Your task is to copy each line of the material below that includes "Freibergstraße".

BEGIN Working data

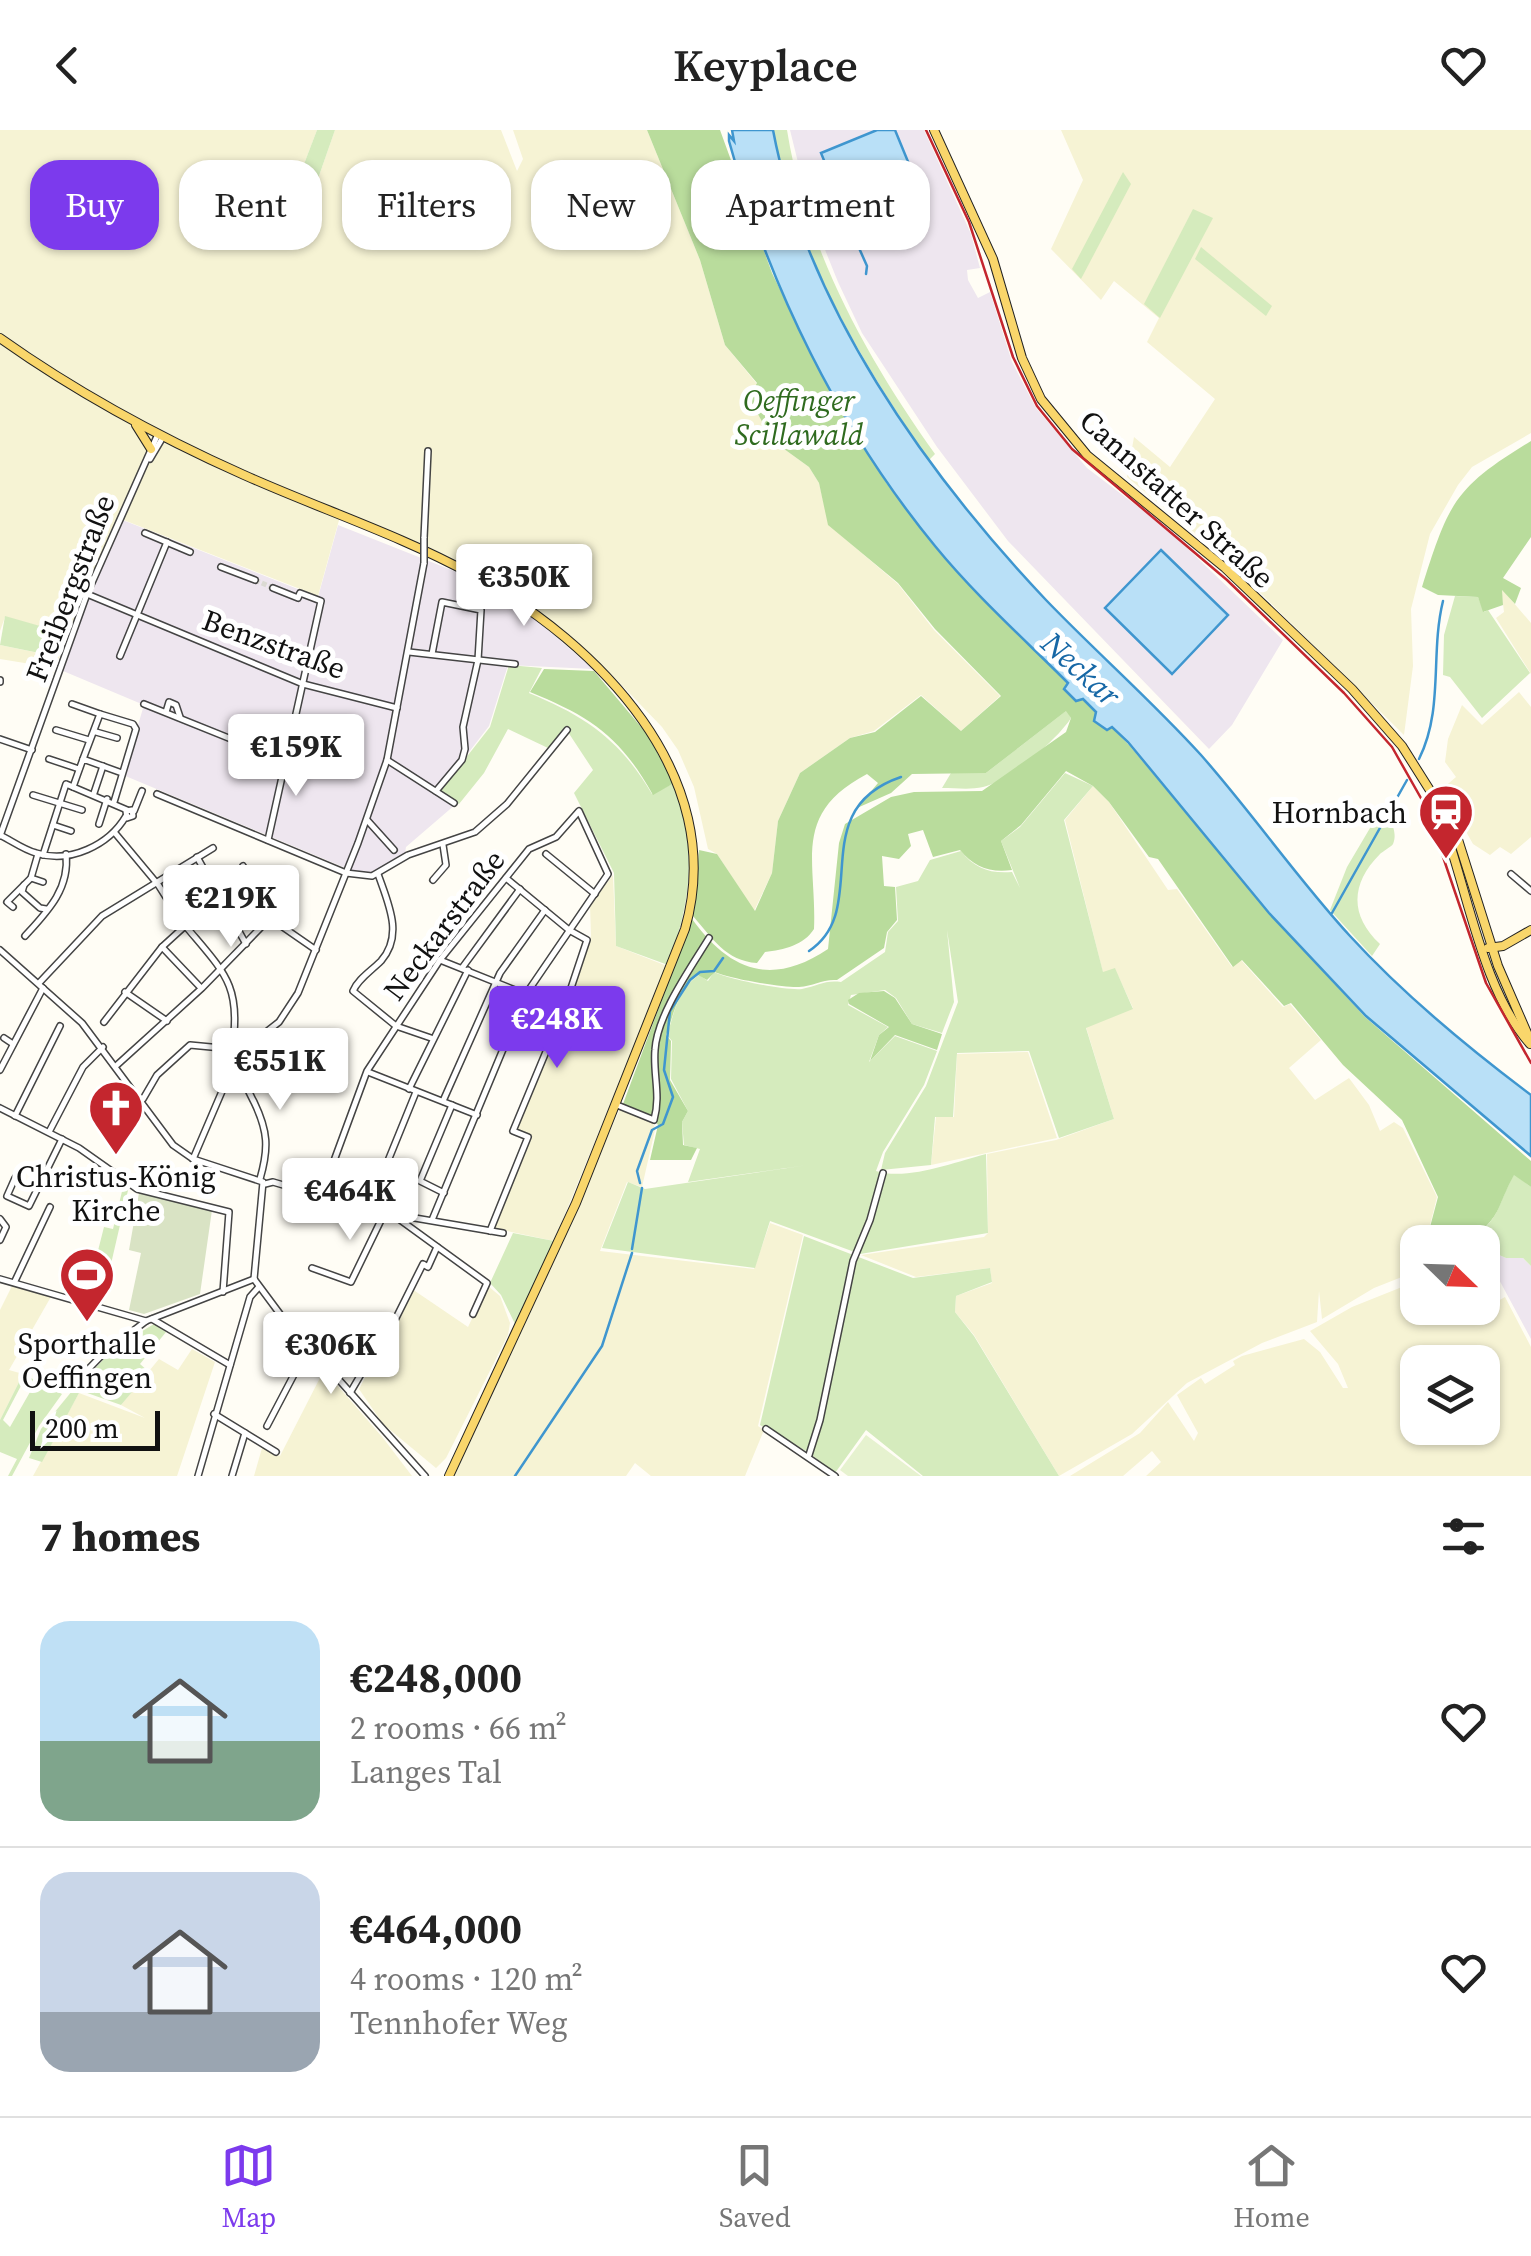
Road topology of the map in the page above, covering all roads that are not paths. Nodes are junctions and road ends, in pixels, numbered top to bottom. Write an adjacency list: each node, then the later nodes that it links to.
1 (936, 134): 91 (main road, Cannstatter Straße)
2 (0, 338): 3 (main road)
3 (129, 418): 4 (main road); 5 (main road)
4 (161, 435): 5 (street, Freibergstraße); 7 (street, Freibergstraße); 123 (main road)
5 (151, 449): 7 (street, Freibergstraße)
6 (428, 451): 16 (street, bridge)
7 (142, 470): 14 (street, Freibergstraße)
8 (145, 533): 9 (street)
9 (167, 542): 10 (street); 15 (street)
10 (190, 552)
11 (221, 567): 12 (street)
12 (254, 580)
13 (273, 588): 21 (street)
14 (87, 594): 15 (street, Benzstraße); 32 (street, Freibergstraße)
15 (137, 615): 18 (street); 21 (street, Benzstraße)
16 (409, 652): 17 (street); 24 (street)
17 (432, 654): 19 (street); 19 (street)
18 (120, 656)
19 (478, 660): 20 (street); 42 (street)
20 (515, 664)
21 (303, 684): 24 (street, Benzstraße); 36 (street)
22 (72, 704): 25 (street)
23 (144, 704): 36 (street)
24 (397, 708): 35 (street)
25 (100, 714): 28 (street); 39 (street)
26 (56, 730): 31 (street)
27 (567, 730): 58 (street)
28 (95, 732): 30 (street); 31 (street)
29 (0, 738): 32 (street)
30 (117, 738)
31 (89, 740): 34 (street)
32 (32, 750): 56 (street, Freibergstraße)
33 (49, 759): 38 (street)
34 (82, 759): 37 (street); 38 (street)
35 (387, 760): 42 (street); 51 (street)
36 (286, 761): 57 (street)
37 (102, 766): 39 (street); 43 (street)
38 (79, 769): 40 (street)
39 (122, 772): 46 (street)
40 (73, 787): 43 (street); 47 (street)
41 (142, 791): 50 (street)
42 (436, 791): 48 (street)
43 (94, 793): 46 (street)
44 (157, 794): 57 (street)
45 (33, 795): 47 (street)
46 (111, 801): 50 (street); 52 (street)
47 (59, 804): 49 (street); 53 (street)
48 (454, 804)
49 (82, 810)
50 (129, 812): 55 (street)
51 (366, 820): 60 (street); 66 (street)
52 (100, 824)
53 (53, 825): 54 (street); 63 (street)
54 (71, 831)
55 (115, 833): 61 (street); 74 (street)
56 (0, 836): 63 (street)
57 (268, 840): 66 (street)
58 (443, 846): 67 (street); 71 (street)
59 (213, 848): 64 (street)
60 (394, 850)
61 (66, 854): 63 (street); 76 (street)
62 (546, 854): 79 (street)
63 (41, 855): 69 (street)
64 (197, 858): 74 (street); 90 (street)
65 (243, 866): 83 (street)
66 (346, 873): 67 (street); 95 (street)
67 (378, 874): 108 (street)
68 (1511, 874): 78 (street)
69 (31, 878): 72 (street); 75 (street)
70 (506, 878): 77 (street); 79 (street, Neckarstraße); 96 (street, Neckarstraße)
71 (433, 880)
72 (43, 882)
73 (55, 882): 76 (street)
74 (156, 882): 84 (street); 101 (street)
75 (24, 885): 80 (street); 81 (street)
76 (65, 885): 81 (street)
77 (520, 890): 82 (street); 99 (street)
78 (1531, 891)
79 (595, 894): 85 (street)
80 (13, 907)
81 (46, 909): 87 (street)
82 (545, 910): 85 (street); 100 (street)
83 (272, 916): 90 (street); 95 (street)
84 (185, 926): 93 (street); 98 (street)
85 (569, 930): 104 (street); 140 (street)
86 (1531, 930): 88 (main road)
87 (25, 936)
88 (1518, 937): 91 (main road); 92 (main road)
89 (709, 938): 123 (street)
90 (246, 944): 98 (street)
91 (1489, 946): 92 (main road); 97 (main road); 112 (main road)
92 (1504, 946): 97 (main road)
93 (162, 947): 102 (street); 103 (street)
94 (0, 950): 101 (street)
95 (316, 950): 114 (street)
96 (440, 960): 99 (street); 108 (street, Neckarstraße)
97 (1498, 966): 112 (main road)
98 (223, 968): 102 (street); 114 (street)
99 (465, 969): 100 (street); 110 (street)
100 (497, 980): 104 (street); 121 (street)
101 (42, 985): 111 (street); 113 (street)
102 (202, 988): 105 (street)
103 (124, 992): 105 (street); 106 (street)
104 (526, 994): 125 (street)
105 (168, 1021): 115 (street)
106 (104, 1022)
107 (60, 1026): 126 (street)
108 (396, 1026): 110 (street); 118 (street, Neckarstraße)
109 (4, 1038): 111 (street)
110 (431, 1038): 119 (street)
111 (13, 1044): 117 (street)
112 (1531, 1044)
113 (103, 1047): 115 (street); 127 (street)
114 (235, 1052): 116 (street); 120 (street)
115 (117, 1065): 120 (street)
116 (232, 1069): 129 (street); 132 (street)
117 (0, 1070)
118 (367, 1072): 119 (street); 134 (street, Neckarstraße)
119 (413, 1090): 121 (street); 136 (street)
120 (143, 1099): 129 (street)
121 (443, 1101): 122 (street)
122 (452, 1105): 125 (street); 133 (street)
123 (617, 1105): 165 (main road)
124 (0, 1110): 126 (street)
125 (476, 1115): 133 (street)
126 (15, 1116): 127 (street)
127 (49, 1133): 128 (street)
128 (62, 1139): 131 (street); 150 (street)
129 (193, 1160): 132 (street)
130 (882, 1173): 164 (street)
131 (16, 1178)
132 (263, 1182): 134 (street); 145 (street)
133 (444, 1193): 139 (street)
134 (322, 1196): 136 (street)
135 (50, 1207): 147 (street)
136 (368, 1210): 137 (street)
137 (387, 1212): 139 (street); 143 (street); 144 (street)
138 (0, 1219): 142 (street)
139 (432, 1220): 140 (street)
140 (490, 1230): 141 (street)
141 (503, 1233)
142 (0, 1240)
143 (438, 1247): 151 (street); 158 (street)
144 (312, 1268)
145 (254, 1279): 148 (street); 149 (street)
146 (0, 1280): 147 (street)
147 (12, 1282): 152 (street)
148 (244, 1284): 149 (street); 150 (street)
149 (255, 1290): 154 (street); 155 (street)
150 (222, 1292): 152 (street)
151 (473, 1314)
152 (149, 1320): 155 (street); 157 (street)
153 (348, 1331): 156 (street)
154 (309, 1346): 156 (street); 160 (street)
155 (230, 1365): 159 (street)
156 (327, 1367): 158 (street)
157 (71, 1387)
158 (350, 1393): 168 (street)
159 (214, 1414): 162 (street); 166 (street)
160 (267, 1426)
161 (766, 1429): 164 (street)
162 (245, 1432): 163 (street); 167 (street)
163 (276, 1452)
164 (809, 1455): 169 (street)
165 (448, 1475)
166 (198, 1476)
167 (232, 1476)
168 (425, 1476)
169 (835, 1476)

END Working data

Output for this exercise:
4 (161, 435): 5 (street, Freibergstraße); 7 (street, Freibergstraße); 123 (main road)
5 (151, 449): 7 (street, Freibergstraße)
7 (142, 470): 14 (street, Freibergstraße)
14 (87, 594): 15 (street, Benzstraße); 32 (street, Freibergstraße)
32 (32, 750): 56 (street, Freibergstraße)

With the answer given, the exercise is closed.